Scott, myself, Billy, and Travis went out bow fishin for the first time ever on friday night.... It was awsome... We shot about 200 shots and got about 35 fish in the boat...They were catfish, carp, and gar and one aligator gar.....We will have more pitures soon cause we have a new addiction... Thanks Billy and Travis for showin us somethin new....


----------



## Millyville Hunter (Sep 20, 2010)

Awesome bud. We have got bit bad too by the bow fishing. Sorry I haven't got in touch with you. We were trying to use that footage from the blast but we couldn't the sound in the show was too loud. we needed the wireless mics, but I still need to give you a call.


----------



## sleeze (Sep 20, 2010)

Shooting those fish.........and pepsi's were good?  eh?


----------



## GaryD (Sep 22, 2010)

Be sure to check the regs. Game fish cannot be legally taken bow fishing. It is a blast, though, isn't it?


----------



## thomas gose (Sep 22, 2010)

GaryD said:


> Be sure to check the regs. Game fish cannot be legally taken bow fishing. It is a blast, though, isn't it?



you can legally shoot catfish. be careful you boys dont neglect your dogs with this new addiction!!!


----------



## sleeze (Sep 22, 2010)

thomas gose said:


> you can legally shoot catfish. be careful you boys dont neglect your dogs with this new addiction!!!



Only on the Savannah River and its Tributaries.

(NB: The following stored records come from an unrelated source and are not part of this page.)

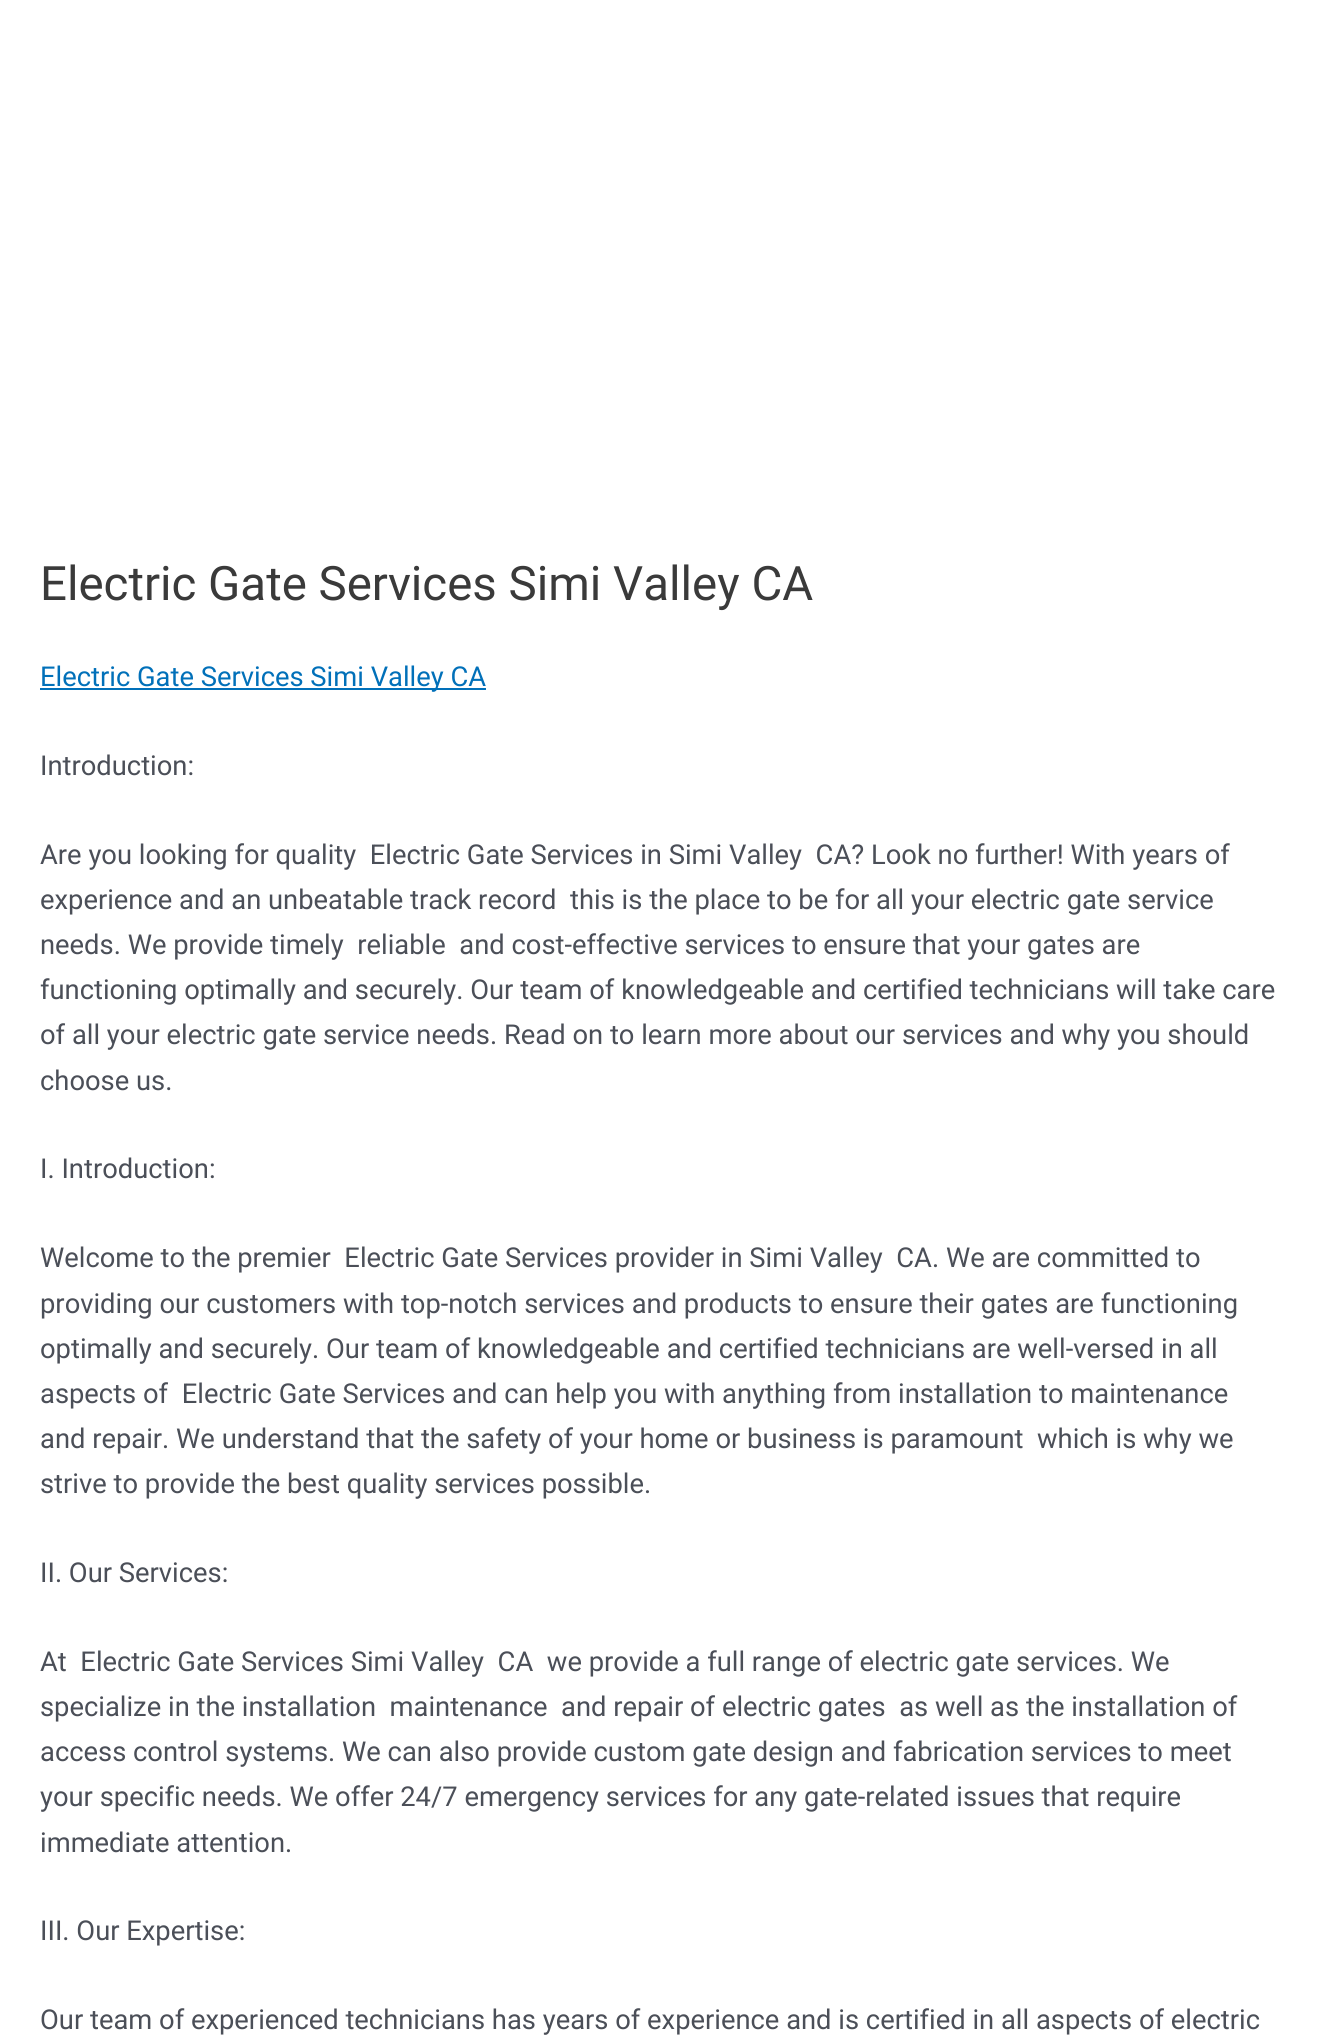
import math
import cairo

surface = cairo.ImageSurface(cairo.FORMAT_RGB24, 1320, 2035)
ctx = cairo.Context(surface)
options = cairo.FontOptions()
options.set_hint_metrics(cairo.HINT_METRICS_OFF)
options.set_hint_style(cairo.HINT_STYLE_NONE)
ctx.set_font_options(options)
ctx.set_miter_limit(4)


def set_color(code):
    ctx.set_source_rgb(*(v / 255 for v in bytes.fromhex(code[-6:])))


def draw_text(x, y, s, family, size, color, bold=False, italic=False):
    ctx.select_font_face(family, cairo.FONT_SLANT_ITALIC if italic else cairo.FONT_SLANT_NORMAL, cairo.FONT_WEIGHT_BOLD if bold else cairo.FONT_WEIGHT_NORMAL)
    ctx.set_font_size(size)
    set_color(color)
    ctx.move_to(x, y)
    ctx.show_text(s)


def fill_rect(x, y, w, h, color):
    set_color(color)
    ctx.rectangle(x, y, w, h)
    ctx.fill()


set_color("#ffffff")
ctx.paint()
draw_text(40, 600, "Electric Gate Services Simi Valley CA", "Roboto", 47.4, "#3a3a3a")
fill_rect(40, 688, 446, 2, "#0170b9")
draw_text(40, 686, "Electric Gate Services Simi Valley CA", "Roboto", 27.35, "#0170b9")
draw_text(40, 775, "Introduction:", "Roboto", 27.35, "#4b4f58")
draw_text(40, 864, "Are you looking for quality  Electric Gate Services in Simi Valley  CA? Look no further! With years of", "Roboto", 27.35, "#4b4f58")
draw_text(40, 909, "experience and an unbeatable track record  this is the place to be for all your electric gate service", "Roboto", 27.35, "#4b4f58")
draw_text(40, 954, "needs. We provide timely  reliable  and cost-effective services to ensure that your gates are", "Roboto", 27.35, "#4b4f58")
draw_text(40, 999, "functioning optimally and securely. Our team of knowledgeable and certified technicians will take care", "Roboto", 27.35, "#4b4f58")
draw_text(40, 1044, "of all your electric gate service needs. Read on to learn more about our services and why you should", "Roboto", 27.35, "#4b4f58")
draw_text(40, 1090, "choose us.", "Roboto", 27.35, "#4b4f58")
draw_text(40, 1178, "I. Introduction:", "Roboto", 27.35, "#4b4f58")
draw_text(40, 1267, "Welcome to the premier  Electric Gate Services provider in Simi Valley  CA. We are committed to", "Roboto", 27.35, "#4b4f58")
draw_text(40, 1313, "providing our customers with top-notch services and products to ensure their gates are functioning", "Roboto", 27.35, "#4b4f58")
draw_text(40, 1358, "optimally and securely. Our team of knowledgeable and certified technicians are well-versed in all", "Roboto", 27.35, "#4b4f58")
draw_text(40, 1403, "aspects of  Electric Gate Services and can help you with anything from installation to maintenance", "Roboto", 27.35, "#4b4f58")
draw_text(40, 1448, "and repair. We understand that the safety of your home or business is paramount  which is why we", "Roboto", 27.35, "#4b4f58")
draw_text(40, 1493, "strive to provide the best quality services possible.", "Roboto", 27.35, "#4b4f58")
draw_text(40, 1582, "II. Our Services:", "Roboto", 27.35, "#4b4f58")
draw_text(40, 1671, "At  Electric Gate Services Simi Valley  CA  we provide a full range of electric gate services. We", "Roboto", 27.35, "#4b4f58")
draw_text(40, 1716, "specialize in the installation  maintenance  and repair of electric gates  as well as the installation of", "Roboto", 27.35, "#4b4f58")
draw_text(40, 1761, "access control systems. We can also provide custom gate design and fabrication services to meet", "Roboto", 27.35, "#4b4f58")
draw_text(40, 1806, "your specific needs. We offer 24/7 emergency services for any gate-related issues that require", "Roboto", 27.35, "#4b4f58")
draw_text(40, 1852, "immediate attention.", "Roboto", 27.35, "#4b4f58")
draw_text(40, 1940, "III. Our Expertise:", "Roboto", 27.35, "#4b4f58")
draw_text(40, 2029, "Our team of experienced technicians has years of experience and is certified in all aspects of electric", "Roboto", 27.35, "#4b4f58")
surface.write_to_png("output.png")
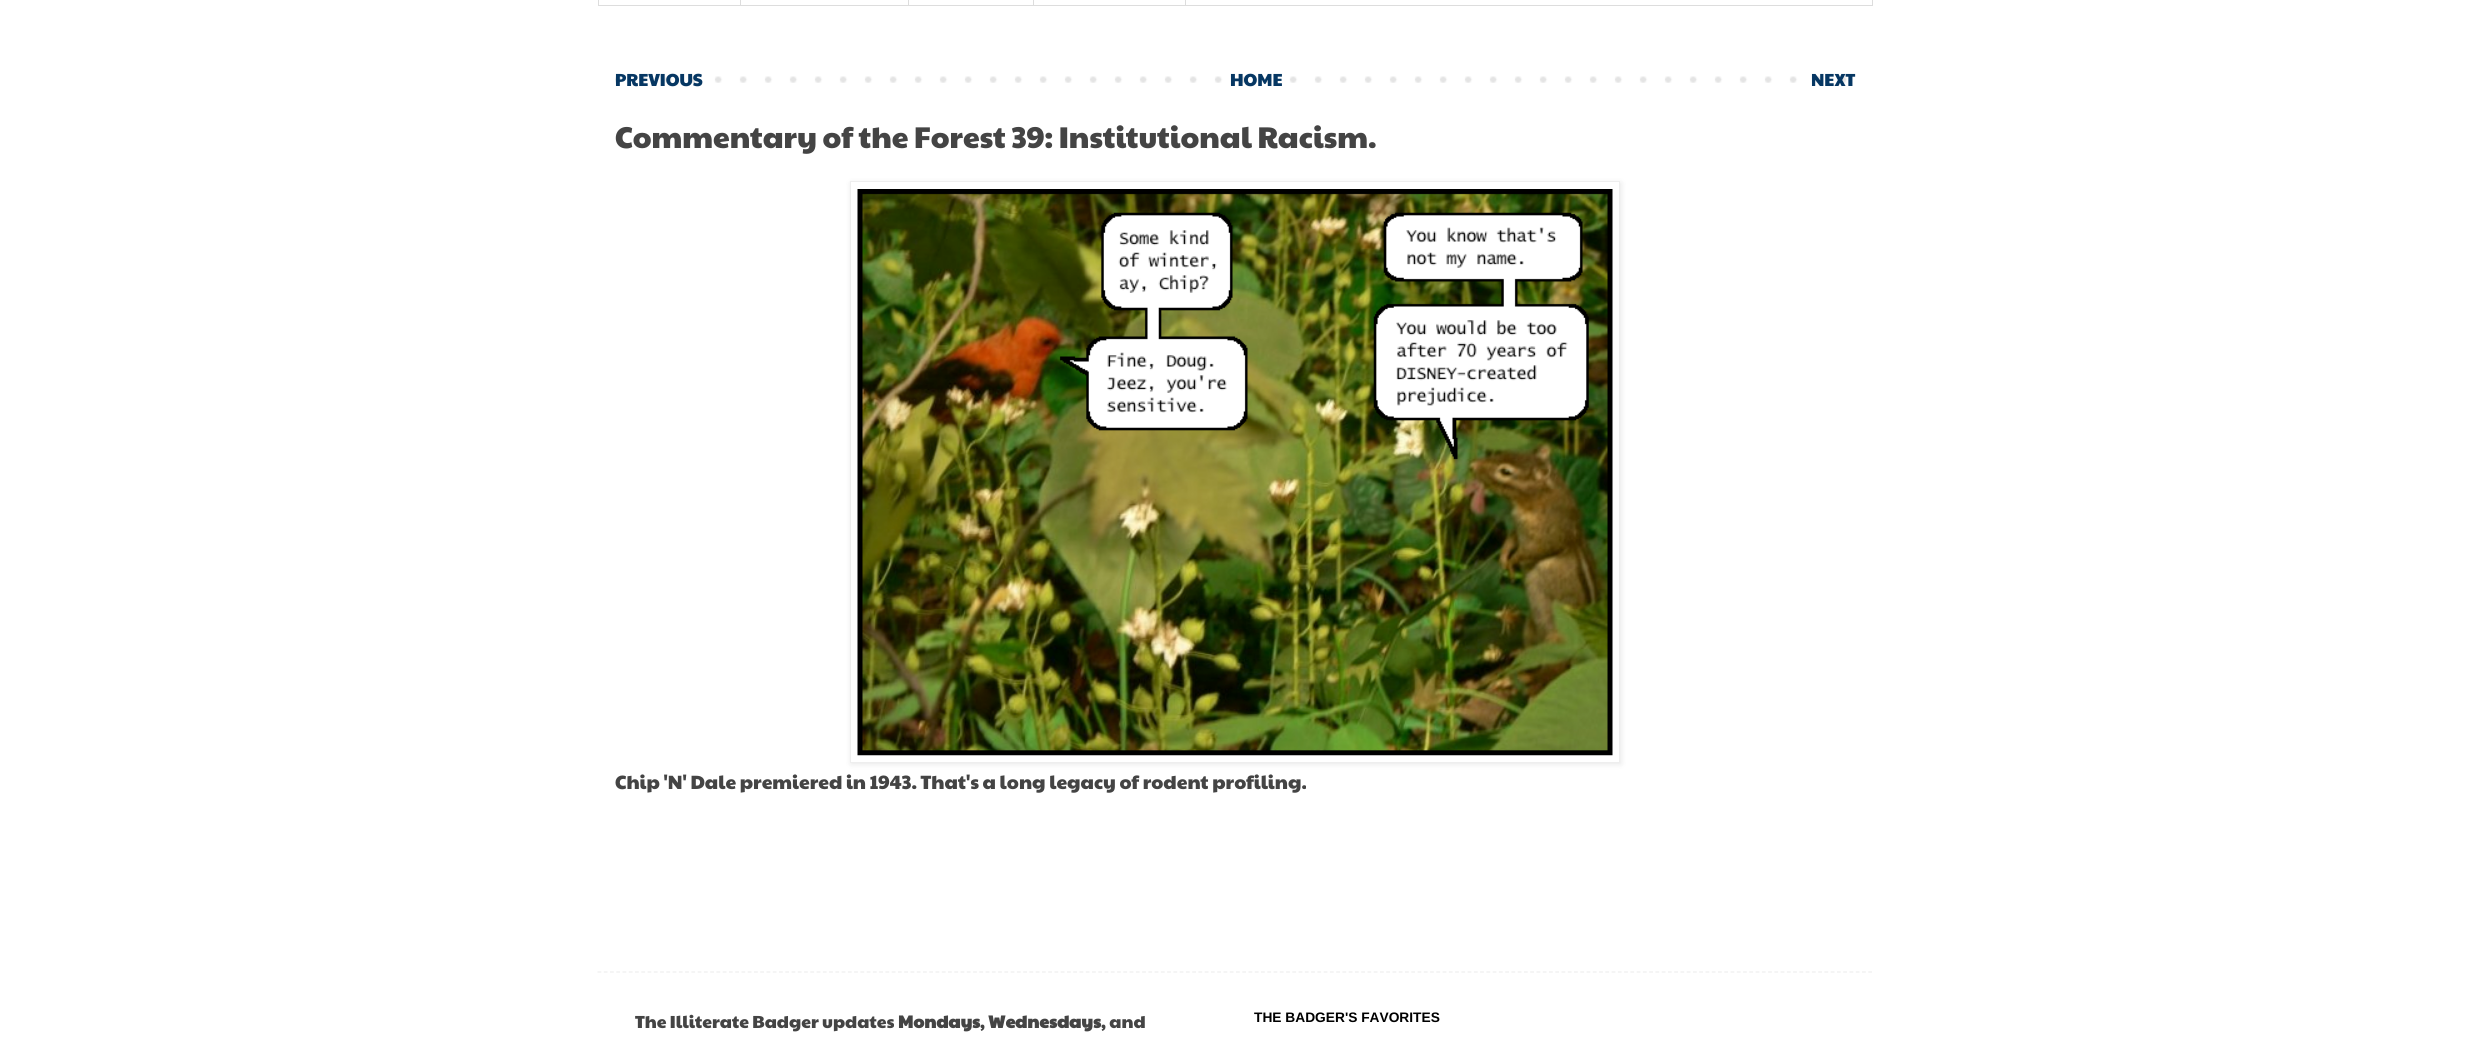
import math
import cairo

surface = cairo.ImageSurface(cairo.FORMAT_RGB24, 2470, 1042)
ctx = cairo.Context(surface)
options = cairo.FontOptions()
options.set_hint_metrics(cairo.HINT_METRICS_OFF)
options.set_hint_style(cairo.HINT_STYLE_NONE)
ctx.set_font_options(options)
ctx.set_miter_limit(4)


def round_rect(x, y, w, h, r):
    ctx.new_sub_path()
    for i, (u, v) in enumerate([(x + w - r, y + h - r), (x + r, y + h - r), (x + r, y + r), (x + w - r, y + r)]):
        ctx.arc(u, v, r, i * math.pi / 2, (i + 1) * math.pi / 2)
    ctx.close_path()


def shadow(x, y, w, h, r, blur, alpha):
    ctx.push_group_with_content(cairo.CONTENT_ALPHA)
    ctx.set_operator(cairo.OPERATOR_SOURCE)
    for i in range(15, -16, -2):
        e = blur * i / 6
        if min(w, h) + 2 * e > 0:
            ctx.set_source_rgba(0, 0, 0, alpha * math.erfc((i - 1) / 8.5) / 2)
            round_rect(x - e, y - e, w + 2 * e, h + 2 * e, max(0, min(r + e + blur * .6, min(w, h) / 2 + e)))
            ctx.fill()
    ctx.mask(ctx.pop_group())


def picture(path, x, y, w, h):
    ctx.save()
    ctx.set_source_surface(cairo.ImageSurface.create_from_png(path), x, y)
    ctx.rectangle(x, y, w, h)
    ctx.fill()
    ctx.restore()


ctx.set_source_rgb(1, 1, 1)
ctx.paint()
ctx.rectangle(598.5, -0.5, 1274, 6)
ctx.set_source_rgb(0.867, 0.867, 0.867)
ctx.set_line_width(1)
ctx.stroke()
ctx.rectangle(740, 0, 1, 5)
ctx.fill()
ctx.rectangle(908, 0, 1, 5)
ctx.fill()
ctx.rectangle(1033, 0, 1, 5)
ctx.fill()
ctx.rectangle(1185, 0, 1, 5)
ctx.fill()
picture("img1.png", 615, 76, 1232, 7)
ctx.select_font_face("Paytone One")
ctx.set_font_size(17.5)
ctx.set_source_rgb(0.027, 0.216, 0.388)
ctx.move_to(615, 86)
ctx.show_text("PREVIOUS")
ctx.move_to(1230, 86)
ctx.show_text("HOME")
ctx.move_to(1811, 86)
ctx.show_text("NEXT")
ctx.set_font_size(30)
ctx.set_source_rgb(0.267, 0.267, 0.267)
ctx.move_to(615, 148)
ctx.show_text("Commentary of the Forest 39: Institutional Racism.")
ctx.set_source_rgb(0, 0, 0)
shadow(851, 183, 770, 581, 0, 3, 0.1)
ctx.set_source_rgb(1, 1, 1)
ctx.rectangle(850.5, 181.5, 769, 581)
ctx.fill_preserve()
ctx.set_source_rgb(0.933, 0.933, 0.933)
ctx.stroke()
picture("img2.png", 857, 189, 756, 567)
ctx.set_font_size(19.25)
ctx.set_source_rgb(0.267, 0.267, 0.267)
ctx.move_to(615, 789)
ctx.show_text("Chip 'N' Dale premiered in 1943. That's a long legacy of rodent profiling.")
ctx.new_path()
ctx.move_to(597.5, 972)
ctx.line_to(1872.5, 972)
ctx.set_source_rgb(0.933, 0.933, 0.933)
ctx.set_line_width(1.2)
ctx.set_dash([3.75, 2.51])
ctx.stroke()
ctx.set_font_size(17.5)
ctx.set_source_rgb(0.267, 0.267, 0.267)
ctx.move_to(635, 1028)
ctx.show_text("The Illiterate Badger updates")
ctx.select_font_face("Paytone One", cairo.FONT_SLANT_NORMAL, cairo.FONT_WEIGHT_BOLD)
ctx.move_to(898, 1028)
ctx.show_text("Mondays")
ctx.select_font_face("Paytone One")
ctx.move_to(980, 1028)
ctx.show_text(",")
ctx.select_font_face("Paytone One", cairo.FONT_SLANT_NORMAL, cairo.FONT_WEIGHT_BOLD)
ctx.move_to(988, 1028)
ctx.show_text("Wednesdays")
ctx.select_font_face("Paytone One")
ctx.move_to(1101, 1028)
ctx.show_text(", and")
ctx.select_font_face("Liberation Sans", cairo.FONT_SLANT_NORMAL, cairo.FONT_WEIGHT_BOLD)
ctx.set_font_size(13.75)
ctx.set_source_rgb(0, 0, 0)
ctx.move_to(1254, 1022)
ctx.show_text("THE BADGER'S FAVORITES")
surface.write_to_png("page.png")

Everywhere else in GA it is illegal.


----------



## ted 88 (Sep 22, 2010)

darn right it is addicting. looks like you guys had a great shoot, congrats


----------



## castandblast (Sep 30, 2010)

Welcome to bowfishing! just currious, where did you shoot an alligator gar in ga? As far as I know there are not any in state waters. please share pics of it if you have it.


----------



## castandblast (Oct 6, 2010)

????


----------



## thompsonsz71 (Oct 7, 2010)

no gator gar in those pictures


----------



## Voss22 (Nov 10, 2010)

thompsonsz71 said:


> no gator gar in those pictures



Second Picture.  One of the smaller gar in the middle does look to be a gator gar.


----------



## castandblast (Nov 10, 2010)

looks like a short nose or spot. hard to tell from the pic, but not a gator


----------



## Tarbaby 212 (Nov 10, 2010)

Voss22 said:


> Second Picture.  One of the smaller gar in the middle does look to be a gator gar.


 Negative.


----------